A few weeks ago the local lawnmowing guy put a call out, looking for places to drop grass clippings, to save trips to the landfill. It’s that time of year – a bit of rain, a bit of sun and the lawns are quickly as high as an elephant’s eye.
Yes please, I said. To a gardener, especially on sandy soil, this sort of biomass is pure treasure. Nitrogen-rich grass clippings are great for kick-starting compost heaps, heating them up for a fast breakdown.
The first big pile, about two trailer loads, arrived just before I went away for a four-day trip. By the time I got back it was putrefying, slimy green and smelling of manure. Once grass has got to this stage it can be hard to bring back to usefulness, but aerated well and layered with lime, twiggier hedge trimmings and stalky borage, the clumps should break down into good compost.

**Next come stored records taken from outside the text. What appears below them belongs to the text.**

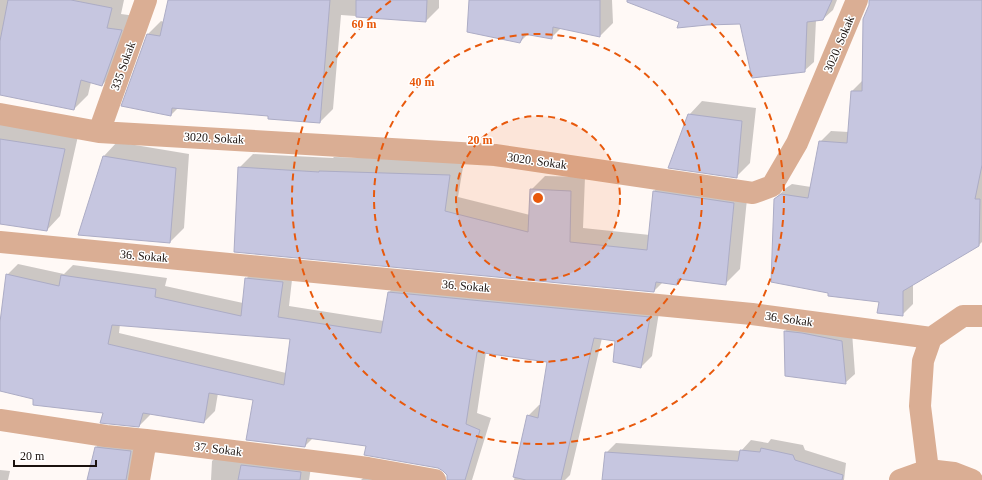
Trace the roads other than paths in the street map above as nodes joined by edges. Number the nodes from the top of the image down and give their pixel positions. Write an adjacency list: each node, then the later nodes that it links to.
1 (146, 0): 4 (street, 335 Sokak)
2 (857, 0): 4 (street, 3020. Sokak)
3 (0, 114): 4 (street, 3020. Sokak)
4 (99, 132)
5 (0, 242): 7 (street, 36. Sokak)
6 (982, 316): 7 (street)
7 (932, 338): 10 (street)
8 (0, 420): 9 (street, 37. Sokak)
9 (146, 440): 11 (street); 12 (street, 37. Sokak)
10 (928, 470): 13 (street); 14 (street)
11 (139, 480)
12 (435, 480)
13 (900, 480)
14 (972, 480)

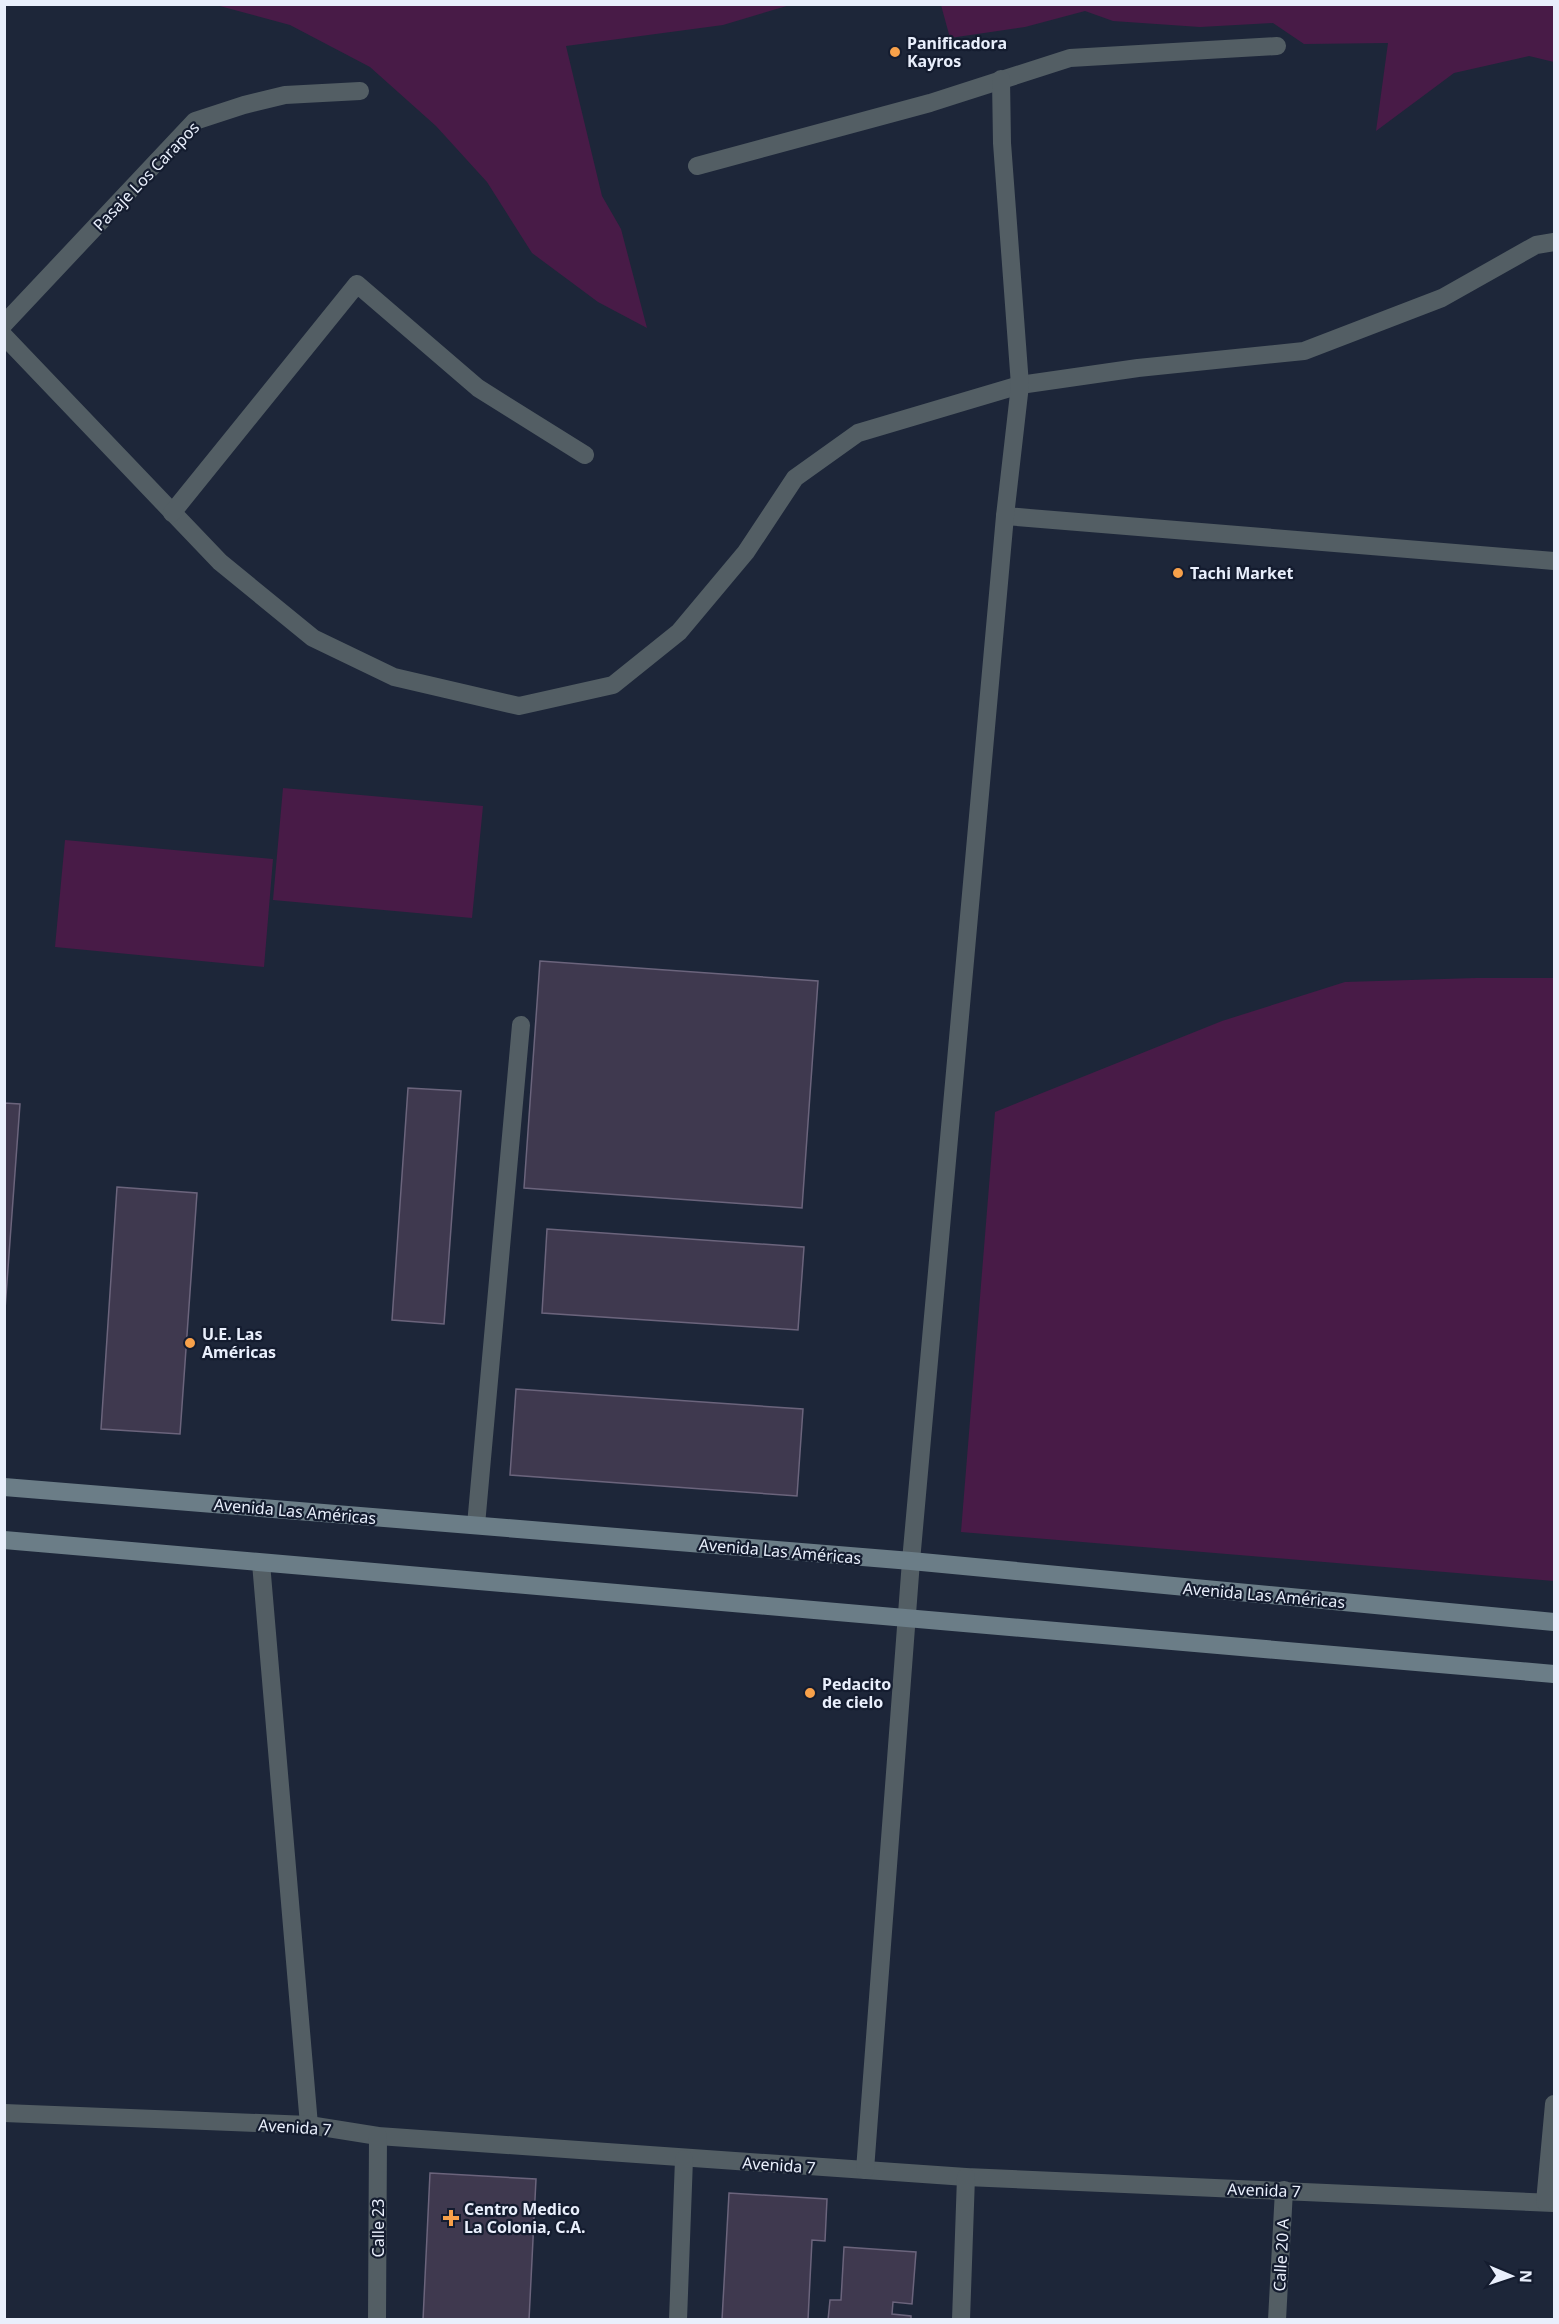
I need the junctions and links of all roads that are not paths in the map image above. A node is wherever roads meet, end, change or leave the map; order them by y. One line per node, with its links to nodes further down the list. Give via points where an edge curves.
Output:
1 (1277, 46): 2 (street, via 1070,58)
2 (1001, 80): 4 (street); 8 (street)
3 (360, 91): 6 (street, Pasaje Los Carapos, via 285,95 195,121)
4 (698, 166)
5 (1554, 242): 8 (street, via 1536,245 1442,298 1304,351)
6 (4, 324)
7 (4, 336): 10 (street)
8 (1020, 385): 10 (street, via 858,433 795,478 746,552 679,632 613,685 519,706 393,677 313,638 220,562); 11 (street)
9 (585, 454): 10 (street, via 478,388 357,284)
10 (172, 513)
11 (1005, 516): 12 (street); 17 (street)
12 (1554, 561)
13 (521, 1025): 15 (street)
14 (4, 1487): 15 (main road, Avenida Las Américas)
15 (476, 1525): 17 (main road, Avenida Las Américas)
16 (4, 1540): 18 (main road)
17 (911, 1561): 19 (street); 20 (main road, Avenida Las Américas)
18 (261, 1563): 19 (main road); 24 (street)
19 (906, 1617): 21 (main road); 27 (street)
20 (1554, 1622)
21 (1554, 1674)
22 (1554, 2104): 30 (street)
23 (4, 2113): 24 (street, Avenida 7)
24 (309, 2125): 25 (street, Avenida 7)
25 (378, 2136): 26 (street, Avenida 7); 31 (street, Calle 23)
26 (684, 2159): 27 (street, Avenida 7); 32 (street)
27 (864, 2170): 28 (street, Avenida 7)
28 (966, 2177): 29 (street, Avenida 7); 33 (street)
29 (1284, 2190): 30 (street, Avenida 7); 34 (street, Calle 20 A)
30 (1550, 2202)
31 (377, 2319)
32 (678, 2319)
33 (961, 2319)
34 (1277, 2319)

Now another trailerload has just been dumped and I’ll be barrowing into the evening to get it off the berm. Left to sit more than a day the clippings go anaerobic, especially in the centre of the pile. (Anaerobic bacteria are the ones that create disgusting smells – a good airy compost heap smells like the forest floor.)
To turn the grass into black gold, rather than slime, add lime and layer it with stalkier material. This creates air pockets and adds the carbon needed to sustain the microbes after the quick-burning nitrogen has been used up. Diversity is the key to making good compost; a bit of grass, a bit of weeds, a bit of seaweed, some hedge clippings and old broccoli plants, sawdust, ponga fronds, manure, leaves…
In three days, the heap is 70 degrees, hot enough to cook an egg. At this point you have two choices. If you turn the heap, aerating it, the heating process begins again. This is fantastic for dealing with bad weeds like wandering jew or kikuyu, and kills most weed seeds, resulting in a sterile compost. Turn compost each week for three weeks and it will be just about ready.
Being a busy person, I usually go the other route and leave heaps unturned. Thermophilic (heat-loving) bacteria die off and others take their place. Left this way, compost is ready in about six months. The disadvantage of `cold composting’ is that weed seeds will remain, but so to will seeds of lettuce, calendula, borage and other self-sowers.
One concern with grass clippings: make sure lawns have not been treated with broadleaf-killing herbicides, as these can persist through the composting process and end up damaging your crops.
Composting tips:
- Compost is alive. It’s more like making bread than mixing concrete. Inoculate new heaps with sprinklings from an old compost heap or worm farm to introduce the necessary microbes.
- Compost microbes need air and water to work. Too dry, and the pile will just sit there unchanged so water each layer as you build, and cover the heap to stop it drying out. Not enough air and you get slimy, smelly sludge – so add stalky material and fluff up with a fork if needed.
- Layer fresh green materials (grass, weeds, manure) with drier stuff (stalks, hedge clippings, leaves).
- For hot, quick compost turn it weekly. For cold, slow compost, dampen, cover and ignore for six months.